He then cleverly illustrates the ALA's ridiculous use of "slippery slope" arguments that are used to, for example, justify why librarians should allow children access to sexually inappropriate material or why libraries should allow computers to display p0rn despite local interests:
Now, we know what you're thinking: Surely in this case an exception is in order. Revealing the story didn't do Sullenberger any harm, and it was an inspiration to us all. But this is a slippery slope. Today it's Sullenberger, tomorrow no one's privacy will be safe. Maybe the next victim will be some innocent terrorist checking out books on how to make bombs, or a poor pervert who just wants to look at porn. Once you start cutting ethical corners, you're on the way to total moral breakdown. ("This Looks Like a Job for Patrick Fitzgerald," by James Taranto, Wall Street Journal—Best of the Web, 5 February 2009.)
Bravo, Mr.

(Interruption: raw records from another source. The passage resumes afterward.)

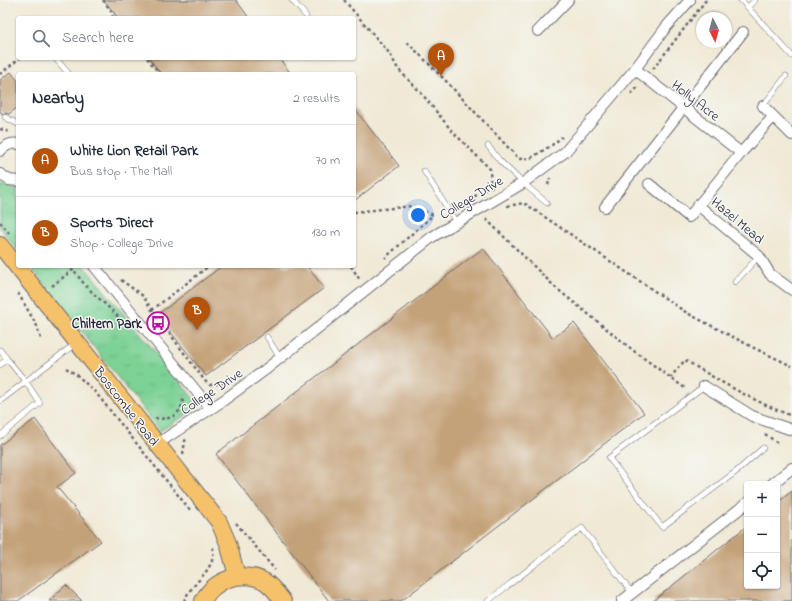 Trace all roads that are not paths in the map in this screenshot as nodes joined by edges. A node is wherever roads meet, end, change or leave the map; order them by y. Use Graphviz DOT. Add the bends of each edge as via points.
graph roads {
  1 [pos="292,0"];
  2 [pos="568,0"];
  3 [pos="690,0"];
  4 [pos="741,0"];
  5 [pos="755,0"];
  6 [pos="748,7"];
  7 [pos="306,16"];
  8 [pos="538,31"];
  9 [pos="743,32"];
  10 [pos="792,56"];
  11 [pos="57,60"];
  12 [pos="635,69"];
  13 [pos="67,72"];
  14 [pos="786,76"];
  15 [pos="763,106"];
  16 [pos="683,109"];
  17 [pos="5,117"];
  18 [pos="773,117"];
  19 [pos="16,123"];
  20 [pos="792,135"];
  21 [pos="16,144"];
  22 [pos="488,146"];
  23 [pos="0,151"];
  24 [pos="741,153"];
  25 [pos="424,171"];
  26 [pos="0,174"];
  27 [pos="16,181"];
  28 [pos="523,184"];
  29 [pos="649,184"];
  30 [pos="547,203"];
  31 [pos="699,206"];
  32 [pos="605,208"];
  33 [pos="456,222"];
  34 [pos="0,245"];
  35 [pos="759,256"];
  36 [pos="16,265"];
  37 [pos="18,268"];
  38 [pos="96,268"];
  39 [pos="736,282"];
  40 [pos="792,290"];
  41 [pos="268,337"];
  42 [pos="77,342"];
  43 [pos="0,350"];
  44 [pos="280,358"];
  45 [pos="7,360"];
  46 [pos="0,365"];
  47 [pos="26,382"];
  48 [pos="704,386"];
  49 [pos="0,401"];
  50 [pos="210,408"];
  51 [pos="792,430"];
  52 [pos="0,436"];
  53 [pos="158,444"];
  54 [pos="763,448"];
  55 [pos="792,468"];
  56 [pos="776,481"];
  57 [pos="744,505"];
  58 [pos="237,576"];
  59 [pos="632,593"];
  60 [pos="203,601"];
  61 [pos="283,601"];
  62 [pos="488,601"];
  63 [pos="622,601"];
  1 -- 7 [label="lane"];
  2 -- 8 [label="street"];
  3 -- 12 [label="street, College Drive"];
  4 -- 6 [label="lane"];
  5 -- 6 [label="lane"];
  6 -- 10 [label="lane"];
  9 -- 16 [label="street"];
  11 -- 13 [label="lane"];
  12 -- 16 [label="street, Holly Acre"];
  12 -- 28 [label="street, College Drive" via="565,152"];
  14 -- 15 [label="lane"];
  15 -- 18 [label="street"];
  16 -- 24 [label="street, Holly Acre"];
  16 -- 32 [label="street"];
  17 -- 19 [label="lane"];
  18 -- 20 [label="street"];
  18 -- 24 [label="street"];
  21 -- 23 [label="street" via="5,146"];
  22 -- 28 [label="lane"];
  24 -- 31 [label="street"];
  25 -- 33 [label="lane"];
  26 -- 27 [label="street" via="9,180"];
  28 -- 30 [label="lane"];
  28 -- 33 [label="street, College Drive"];
  29 -- 31 [label="street" via="689,217"];
  31 -- 35 [label="street, Hazel Mead"];
  33 -- 44 [label="street, College Drive" via="432,237"];
  34 -- 36 [label="main road, Boscombe Road"];
  35 -- 39 [label="lane"];
  35 -- 40 [label="street, Hazel Mead" via="770,274"];
  37 -- 42 [label="main road, Boscombe Road"];
  38 -- 50 [label="street"];
  41 -- 44 [label="lane"];
  42 -- 47 [label="lane"];
  42 -- 53 [label="main road, Boscombe Road"];
  43 -- 45 [label="lane"];
  44 -- 50 [label="street, College Drive" via="238,391"];
  45 -- 46 [label="lane"];
  45 -- 47 [label="lane"];
  47 -- 49 [label="lane"];
  47 -- 52 [label="lane" via="40,403"];
  48 -- 51 [label="street" via="752,416"];
  48 -- 54 [label="lane" via="609,458 662,527 732,475"];
  50 -- 53 [label="street, College Drive"];
  53 -- 58 [label="main road, Boscombe Road" via="219,522"];
  55 -- 56 [label="street"];
  57 -- 59 [label="street"];
  58 -- 60 [label="main road" via="224,580 212,588"];
  58 -- 61 [label="main road" via="264,581"];
  59 -- 62 [label="lane" via="582,528"];
  59 -- 63 [label="street"];
} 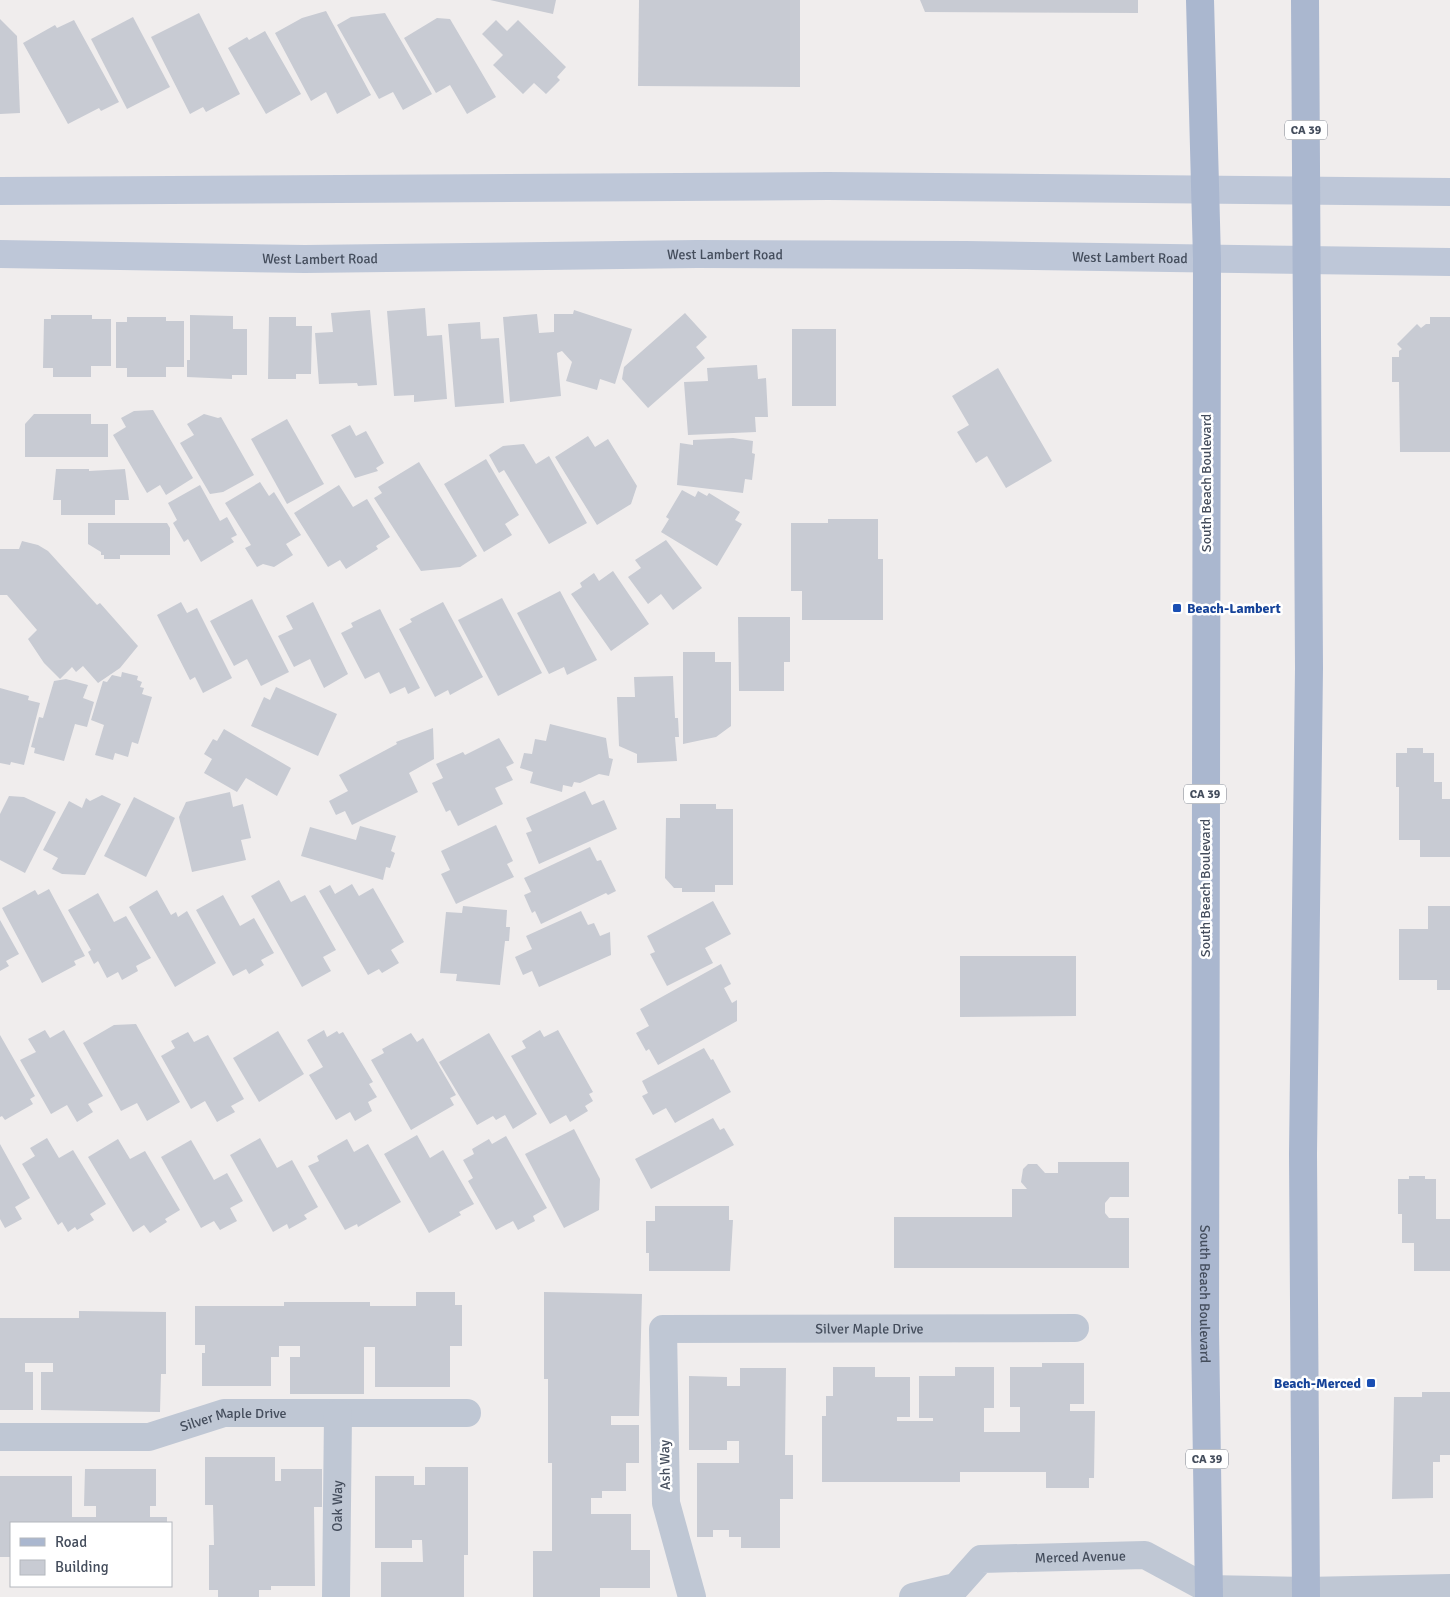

Taranto!
But, Mr. Taranto, the ALA has already decried the violation of a 9/11 terrorist's privacy when de facto ALA leader Judith Krug said she wished library privacy laws had been respected after a Florida librarian reported the terrorist to the police. See "A Nation Challenged: Questions of Confidentiality; Competing Principles Leave Some Professionals Debating Responsibility to Government," by David E. Rosenbaum, The New York Times, 23 November 2001.
And do not forget the library employee fired and the library patron kicked out for reporting child p0rnography on library computers.
How's that for "blatant violation of the ALA's ethics"—or maybe the ALA's leadership had no ethics in the first place.